To be fair, while Huckabee's claim is way too far-reaching, the Fair Tax might do more to limit the tax-loss effects of the underground economy when it comes time for the drug dealers and pimps to purchase their own retail goods with the money they made from their illegal trade. Under our current system, their income would never be taxed directly. One could certainly argue that the Fair Tax would do more to tax nere-do-wells than our current system.

Instead of simply pointing out that the OpinionJournal crew were treating Huckabee a bit harshly for his gaffe, and merely pointing out what I just did in the above paragraph, Boortz (who co-authored the Fair Tax books with congressman John Linder) went into full-fledged defense mode. He began engaging Taranto & Co. in a semantical argument, in his typical snarky, self-satisfied manner:

So I've picked out three statements from the Wall Street Journal editorial to answer. Here we go:

"But while proponents use that 23% figure as an easier political sell, the rate is closer to 30% when it's calculated like any other sales tax, with the levy on top of the price."

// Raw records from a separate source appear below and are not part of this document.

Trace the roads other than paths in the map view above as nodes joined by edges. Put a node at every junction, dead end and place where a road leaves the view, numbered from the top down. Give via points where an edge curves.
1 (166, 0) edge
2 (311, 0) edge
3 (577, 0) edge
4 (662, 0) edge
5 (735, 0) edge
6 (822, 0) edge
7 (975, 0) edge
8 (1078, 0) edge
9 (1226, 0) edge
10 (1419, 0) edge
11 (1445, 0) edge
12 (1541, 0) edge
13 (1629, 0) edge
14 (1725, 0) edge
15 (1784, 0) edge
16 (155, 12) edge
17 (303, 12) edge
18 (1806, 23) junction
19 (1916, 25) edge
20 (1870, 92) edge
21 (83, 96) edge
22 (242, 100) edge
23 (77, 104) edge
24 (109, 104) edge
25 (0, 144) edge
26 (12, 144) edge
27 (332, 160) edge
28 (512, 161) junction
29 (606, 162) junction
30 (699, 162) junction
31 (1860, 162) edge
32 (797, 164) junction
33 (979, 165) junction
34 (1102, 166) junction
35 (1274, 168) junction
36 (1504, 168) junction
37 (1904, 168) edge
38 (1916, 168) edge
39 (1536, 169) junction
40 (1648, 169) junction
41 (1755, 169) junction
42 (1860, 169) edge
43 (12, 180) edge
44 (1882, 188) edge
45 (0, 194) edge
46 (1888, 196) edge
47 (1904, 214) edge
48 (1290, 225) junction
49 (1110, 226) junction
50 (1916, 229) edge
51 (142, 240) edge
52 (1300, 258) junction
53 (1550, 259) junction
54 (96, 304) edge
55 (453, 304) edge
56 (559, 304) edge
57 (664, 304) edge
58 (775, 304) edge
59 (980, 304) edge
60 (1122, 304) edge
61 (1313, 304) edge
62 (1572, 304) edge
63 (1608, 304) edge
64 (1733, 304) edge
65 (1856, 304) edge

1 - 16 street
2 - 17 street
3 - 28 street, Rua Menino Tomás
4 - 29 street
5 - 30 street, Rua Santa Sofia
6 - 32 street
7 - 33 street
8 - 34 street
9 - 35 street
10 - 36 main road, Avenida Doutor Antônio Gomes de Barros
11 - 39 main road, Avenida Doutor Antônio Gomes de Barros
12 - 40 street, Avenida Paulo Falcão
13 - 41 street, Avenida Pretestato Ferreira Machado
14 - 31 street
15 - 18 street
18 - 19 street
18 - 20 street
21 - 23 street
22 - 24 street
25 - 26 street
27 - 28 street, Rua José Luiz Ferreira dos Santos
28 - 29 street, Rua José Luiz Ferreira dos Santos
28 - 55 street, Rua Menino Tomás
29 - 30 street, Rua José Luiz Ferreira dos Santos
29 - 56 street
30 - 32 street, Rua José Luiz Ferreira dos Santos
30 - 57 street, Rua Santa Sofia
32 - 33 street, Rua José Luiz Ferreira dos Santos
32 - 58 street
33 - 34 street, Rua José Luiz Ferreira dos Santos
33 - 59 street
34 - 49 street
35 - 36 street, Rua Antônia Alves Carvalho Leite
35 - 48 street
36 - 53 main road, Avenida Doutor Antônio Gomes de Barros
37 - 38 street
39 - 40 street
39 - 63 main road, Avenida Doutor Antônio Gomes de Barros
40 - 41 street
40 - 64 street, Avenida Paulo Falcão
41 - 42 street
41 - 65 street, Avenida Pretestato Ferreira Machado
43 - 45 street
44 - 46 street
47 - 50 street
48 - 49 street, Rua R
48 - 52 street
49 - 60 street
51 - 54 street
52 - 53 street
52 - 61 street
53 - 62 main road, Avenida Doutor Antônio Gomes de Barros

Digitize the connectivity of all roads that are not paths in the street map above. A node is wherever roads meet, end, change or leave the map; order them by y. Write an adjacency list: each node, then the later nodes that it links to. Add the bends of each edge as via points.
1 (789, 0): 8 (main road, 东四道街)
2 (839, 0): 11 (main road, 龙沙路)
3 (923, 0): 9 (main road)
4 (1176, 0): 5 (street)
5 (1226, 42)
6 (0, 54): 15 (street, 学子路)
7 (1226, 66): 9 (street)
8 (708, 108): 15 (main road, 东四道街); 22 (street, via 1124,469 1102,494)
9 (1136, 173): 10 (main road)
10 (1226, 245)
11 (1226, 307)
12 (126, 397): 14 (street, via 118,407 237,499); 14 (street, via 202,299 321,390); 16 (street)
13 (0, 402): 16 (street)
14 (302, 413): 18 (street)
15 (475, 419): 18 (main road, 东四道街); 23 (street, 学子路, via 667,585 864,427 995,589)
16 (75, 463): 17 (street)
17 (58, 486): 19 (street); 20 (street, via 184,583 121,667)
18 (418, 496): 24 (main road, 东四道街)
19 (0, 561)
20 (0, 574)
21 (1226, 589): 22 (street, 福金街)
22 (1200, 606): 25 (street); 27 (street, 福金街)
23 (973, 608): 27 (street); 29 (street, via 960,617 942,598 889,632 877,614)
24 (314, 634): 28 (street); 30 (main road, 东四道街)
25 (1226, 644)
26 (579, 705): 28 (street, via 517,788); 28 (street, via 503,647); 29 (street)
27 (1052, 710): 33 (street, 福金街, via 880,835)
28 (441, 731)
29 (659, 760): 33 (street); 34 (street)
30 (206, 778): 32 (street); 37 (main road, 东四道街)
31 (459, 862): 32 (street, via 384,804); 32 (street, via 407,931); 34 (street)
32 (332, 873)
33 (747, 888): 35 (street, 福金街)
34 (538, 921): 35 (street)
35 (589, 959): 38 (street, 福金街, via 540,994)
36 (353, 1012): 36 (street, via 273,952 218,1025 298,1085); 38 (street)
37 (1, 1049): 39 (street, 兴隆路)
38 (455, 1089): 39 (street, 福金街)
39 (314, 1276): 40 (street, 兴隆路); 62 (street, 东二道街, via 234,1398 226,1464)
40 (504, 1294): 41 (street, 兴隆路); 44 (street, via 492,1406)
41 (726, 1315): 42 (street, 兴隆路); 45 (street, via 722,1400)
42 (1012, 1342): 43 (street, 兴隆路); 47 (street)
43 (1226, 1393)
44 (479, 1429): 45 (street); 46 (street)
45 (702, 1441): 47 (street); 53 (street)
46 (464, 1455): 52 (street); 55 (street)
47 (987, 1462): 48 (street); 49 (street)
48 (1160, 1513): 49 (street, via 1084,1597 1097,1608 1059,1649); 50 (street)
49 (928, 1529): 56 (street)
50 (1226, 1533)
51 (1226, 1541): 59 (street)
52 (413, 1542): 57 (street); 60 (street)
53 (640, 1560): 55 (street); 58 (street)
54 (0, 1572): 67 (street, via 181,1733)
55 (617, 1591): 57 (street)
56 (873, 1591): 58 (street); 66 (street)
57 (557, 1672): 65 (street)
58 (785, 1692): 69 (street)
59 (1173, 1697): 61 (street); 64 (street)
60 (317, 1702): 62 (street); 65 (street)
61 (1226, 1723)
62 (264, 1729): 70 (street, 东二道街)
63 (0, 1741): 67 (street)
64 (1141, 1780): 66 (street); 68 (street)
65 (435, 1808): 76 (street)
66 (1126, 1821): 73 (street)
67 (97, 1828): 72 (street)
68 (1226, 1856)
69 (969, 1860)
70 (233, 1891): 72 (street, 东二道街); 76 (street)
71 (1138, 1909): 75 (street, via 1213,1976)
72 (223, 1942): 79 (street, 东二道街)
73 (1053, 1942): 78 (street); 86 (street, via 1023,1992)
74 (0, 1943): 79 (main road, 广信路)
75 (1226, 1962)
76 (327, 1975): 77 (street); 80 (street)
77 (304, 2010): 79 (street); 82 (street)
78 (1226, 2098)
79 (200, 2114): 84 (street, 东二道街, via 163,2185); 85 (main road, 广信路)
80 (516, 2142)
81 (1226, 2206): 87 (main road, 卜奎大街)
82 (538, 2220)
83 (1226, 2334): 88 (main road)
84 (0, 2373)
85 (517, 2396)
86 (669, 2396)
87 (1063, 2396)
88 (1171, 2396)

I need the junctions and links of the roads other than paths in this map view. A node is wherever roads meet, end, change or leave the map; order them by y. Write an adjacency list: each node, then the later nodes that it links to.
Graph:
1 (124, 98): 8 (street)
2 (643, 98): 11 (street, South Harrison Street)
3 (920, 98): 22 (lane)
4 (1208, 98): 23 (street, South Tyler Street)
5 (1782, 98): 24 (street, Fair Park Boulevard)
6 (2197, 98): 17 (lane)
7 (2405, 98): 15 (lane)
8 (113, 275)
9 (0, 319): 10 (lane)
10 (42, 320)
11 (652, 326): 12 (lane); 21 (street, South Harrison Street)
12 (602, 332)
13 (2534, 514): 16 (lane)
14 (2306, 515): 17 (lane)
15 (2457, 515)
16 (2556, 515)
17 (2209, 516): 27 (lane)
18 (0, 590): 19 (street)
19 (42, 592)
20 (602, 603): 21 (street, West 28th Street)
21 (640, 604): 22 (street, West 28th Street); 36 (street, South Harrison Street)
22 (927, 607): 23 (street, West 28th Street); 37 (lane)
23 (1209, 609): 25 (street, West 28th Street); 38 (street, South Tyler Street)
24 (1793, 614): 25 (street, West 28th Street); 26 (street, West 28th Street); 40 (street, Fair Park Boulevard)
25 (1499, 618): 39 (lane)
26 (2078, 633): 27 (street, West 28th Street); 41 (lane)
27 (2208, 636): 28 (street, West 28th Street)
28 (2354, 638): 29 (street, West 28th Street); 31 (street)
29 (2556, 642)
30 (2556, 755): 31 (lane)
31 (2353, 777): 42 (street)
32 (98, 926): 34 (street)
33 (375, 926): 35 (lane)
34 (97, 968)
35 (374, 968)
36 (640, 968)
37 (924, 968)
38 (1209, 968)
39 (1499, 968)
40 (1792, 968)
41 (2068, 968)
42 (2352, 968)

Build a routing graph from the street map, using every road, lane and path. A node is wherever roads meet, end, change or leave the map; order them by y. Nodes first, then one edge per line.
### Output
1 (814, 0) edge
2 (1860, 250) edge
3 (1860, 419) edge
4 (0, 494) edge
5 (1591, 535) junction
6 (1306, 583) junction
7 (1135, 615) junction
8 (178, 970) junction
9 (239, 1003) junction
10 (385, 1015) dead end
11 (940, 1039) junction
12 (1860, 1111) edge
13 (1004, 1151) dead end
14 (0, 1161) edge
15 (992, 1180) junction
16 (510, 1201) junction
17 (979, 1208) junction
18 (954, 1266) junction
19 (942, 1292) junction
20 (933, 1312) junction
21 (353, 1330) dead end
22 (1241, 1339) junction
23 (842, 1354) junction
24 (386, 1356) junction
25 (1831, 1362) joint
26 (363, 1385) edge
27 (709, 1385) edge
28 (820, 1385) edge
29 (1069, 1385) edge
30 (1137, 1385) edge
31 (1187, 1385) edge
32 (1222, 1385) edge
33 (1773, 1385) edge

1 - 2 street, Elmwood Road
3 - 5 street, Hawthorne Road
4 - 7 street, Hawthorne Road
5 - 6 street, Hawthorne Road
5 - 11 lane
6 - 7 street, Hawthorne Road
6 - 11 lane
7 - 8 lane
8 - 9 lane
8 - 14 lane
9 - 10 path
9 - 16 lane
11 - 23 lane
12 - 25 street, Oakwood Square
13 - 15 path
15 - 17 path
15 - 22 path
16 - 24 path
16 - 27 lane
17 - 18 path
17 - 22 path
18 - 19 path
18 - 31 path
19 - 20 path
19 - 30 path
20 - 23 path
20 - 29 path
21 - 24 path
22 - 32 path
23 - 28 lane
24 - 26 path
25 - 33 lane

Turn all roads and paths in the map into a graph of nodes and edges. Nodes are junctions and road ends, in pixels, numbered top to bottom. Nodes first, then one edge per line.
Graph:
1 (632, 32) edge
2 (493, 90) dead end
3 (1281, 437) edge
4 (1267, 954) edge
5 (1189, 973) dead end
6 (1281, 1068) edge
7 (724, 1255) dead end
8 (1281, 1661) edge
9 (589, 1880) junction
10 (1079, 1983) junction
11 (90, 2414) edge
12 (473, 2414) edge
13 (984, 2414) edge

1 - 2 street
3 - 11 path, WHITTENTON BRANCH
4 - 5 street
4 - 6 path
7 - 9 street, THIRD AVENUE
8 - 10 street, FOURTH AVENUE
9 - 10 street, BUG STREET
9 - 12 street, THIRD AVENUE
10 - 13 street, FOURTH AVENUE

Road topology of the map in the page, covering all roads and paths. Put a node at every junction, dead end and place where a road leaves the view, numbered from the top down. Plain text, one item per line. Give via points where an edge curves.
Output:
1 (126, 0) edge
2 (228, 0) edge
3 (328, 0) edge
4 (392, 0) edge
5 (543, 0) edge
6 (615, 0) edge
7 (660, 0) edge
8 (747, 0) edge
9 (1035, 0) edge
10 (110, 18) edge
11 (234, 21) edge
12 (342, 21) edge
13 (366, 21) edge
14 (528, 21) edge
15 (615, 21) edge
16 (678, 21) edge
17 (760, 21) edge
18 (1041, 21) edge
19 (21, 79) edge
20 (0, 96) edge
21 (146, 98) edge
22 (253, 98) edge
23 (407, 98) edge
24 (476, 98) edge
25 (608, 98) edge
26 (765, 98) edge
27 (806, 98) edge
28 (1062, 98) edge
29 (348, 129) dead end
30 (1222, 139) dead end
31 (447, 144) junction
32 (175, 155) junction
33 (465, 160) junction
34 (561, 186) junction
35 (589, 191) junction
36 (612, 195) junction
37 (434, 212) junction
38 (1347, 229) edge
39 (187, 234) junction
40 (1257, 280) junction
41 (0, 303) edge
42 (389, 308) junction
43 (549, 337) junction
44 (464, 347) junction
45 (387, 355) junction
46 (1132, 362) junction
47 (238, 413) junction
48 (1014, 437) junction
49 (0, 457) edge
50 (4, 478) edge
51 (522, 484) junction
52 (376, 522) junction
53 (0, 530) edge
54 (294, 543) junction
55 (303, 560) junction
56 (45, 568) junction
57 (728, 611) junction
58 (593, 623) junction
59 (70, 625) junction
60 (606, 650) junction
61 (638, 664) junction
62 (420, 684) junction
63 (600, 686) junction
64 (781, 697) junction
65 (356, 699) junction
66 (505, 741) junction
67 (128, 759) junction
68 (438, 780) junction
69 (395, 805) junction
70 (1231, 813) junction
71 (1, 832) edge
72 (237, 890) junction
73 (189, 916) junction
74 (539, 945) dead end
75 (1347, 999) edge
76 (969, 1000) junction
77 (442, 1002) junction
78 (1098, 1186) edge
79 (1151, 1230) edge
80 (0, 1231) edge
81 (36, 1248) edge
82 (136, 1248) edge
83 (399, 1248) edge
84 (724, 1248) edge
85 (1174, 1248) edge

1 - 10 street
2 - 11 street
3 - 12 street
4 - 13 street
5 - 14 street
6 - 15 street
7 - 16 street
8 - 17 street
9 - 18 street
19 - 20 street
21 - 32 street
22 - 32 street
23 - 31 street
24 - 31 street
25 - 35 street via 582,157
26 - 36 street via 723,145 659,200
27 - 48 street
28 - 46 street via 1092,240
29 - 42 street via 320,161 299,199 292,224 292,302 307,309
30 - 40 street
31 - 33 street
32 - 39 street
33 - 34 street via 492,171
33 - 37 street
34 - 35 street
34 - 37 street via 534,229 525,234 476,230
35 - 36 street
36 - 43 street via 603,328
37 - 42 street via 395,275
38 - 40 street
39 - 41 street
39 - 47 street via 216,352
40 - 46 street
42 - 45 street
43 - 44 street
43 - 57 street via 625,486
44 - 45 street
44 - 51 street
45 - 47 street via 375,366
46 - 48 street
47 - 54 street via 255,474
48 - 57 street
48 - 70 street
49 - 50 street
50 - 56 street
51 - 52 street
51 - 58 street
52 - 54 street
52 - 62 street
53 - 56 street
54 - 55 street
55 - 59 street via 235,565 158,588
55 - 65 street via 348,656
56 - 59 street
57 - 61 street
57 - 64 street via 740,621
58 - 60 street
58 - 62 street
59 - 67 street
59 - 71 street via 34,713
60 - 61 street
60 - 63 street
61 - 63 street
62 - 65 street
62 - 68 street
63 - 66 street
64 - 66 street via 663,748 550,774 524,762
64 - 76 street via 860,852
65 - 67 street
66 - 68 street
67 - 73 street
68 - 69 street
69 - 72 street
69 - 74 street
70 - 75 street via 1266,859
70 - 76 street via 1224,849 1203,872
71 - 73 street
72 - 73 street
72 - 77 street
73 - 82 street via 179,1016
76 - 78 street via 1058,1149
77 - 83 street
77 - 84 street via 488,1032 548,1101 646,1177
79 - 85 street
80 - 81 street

We really do hate to break it to the editorial board at the Wall Street Journal, but the simple fact of the matter is that the FairTax is not calculated like other sales taxes. The FairTax is included in the price, not added on top of the price. Perhaps the board would be less inclined to misstate the terms of the FairTax if they actually read the book or H.R. 25, but we're patient people, so we'll explain this one more time:

(a) Current state sales taxes: You look at the item on the shelf. The item is priced at $100.00. You take that item to the cashier. The cashier adds the state sales tax to the $100. If that sales tax is 7 percent, you pay $107, take your receipt and walk out.

(b) FairTax: You look at the item on the shelf. The item is priced at $100. You take the item to the cashier. The cashier asks you for $100. You pay your $100, take your receipt and walk out. You look at the receipt. The receipt tells you that 23 percent of the $100 you paid for that item is the FairTax and will be forwarded to the federal government. You call upon your years of education and quickly calculate that $23 is 23 percent of $100.

This is really quite embarrassing when you examine it for more than a few seconds. The two books can't possibly the same item. A book that retailed at $100 under the current system would not magically cost 23% less in the Fair Tax. Whether the cost is $100 on the sticker, or $100 at the register, the retailer is only getting $77 in revenue by selling the item at $100 with the Fair Tax. Before he was getting $100. That assumes that the retailer is willing to eat the entire cost of the Fair Tax himself (minus whatever the savings in supply-side cost in the production of the book promised by the Fair Tax). That's simply not going to happen. Anytime a sales tax is levied on a retail purchase, the burden in a normal supply/demand market is shared to some degree by consumer and retailer (with the government getting a share, and with a share being lost as dead-weight loss). This is basic economics. Things WILL cost more at the register under the Fair Tax.

But that shouldn't be a problem for the Fair Tax supporters. With Americans controlling all of their income, they have more incentive to save money (one of the stated benefits of the Fair Tax), and have more purchasing power. This is not to mention the "prebate" given to all citizens in the form of a cash payout with the intention of covering all necessities.

It may sound like I am firmly against the Fair Tax. I'm not. I'm not exactly for it at this point either, but it's worth consideration. But right now the two most public faces are out their making ridiculous and unsupportable claims about their own position. Boortz was rightly called out on his own kind of voodoo economics (a term much more applicable here than when disingenuously used by the original iffy-conservative Republican, George H.W. Bush). Just today I heard him questioning the intellectual capacities of the WSJ editorial board. All this after he falls for the Huckabee magic as easily as Jim Gilchrist did. It's just not looking too good for him these days.

With friends like Huckabee and Boortz, the federal consumption tax idea might ponder the need for enemies.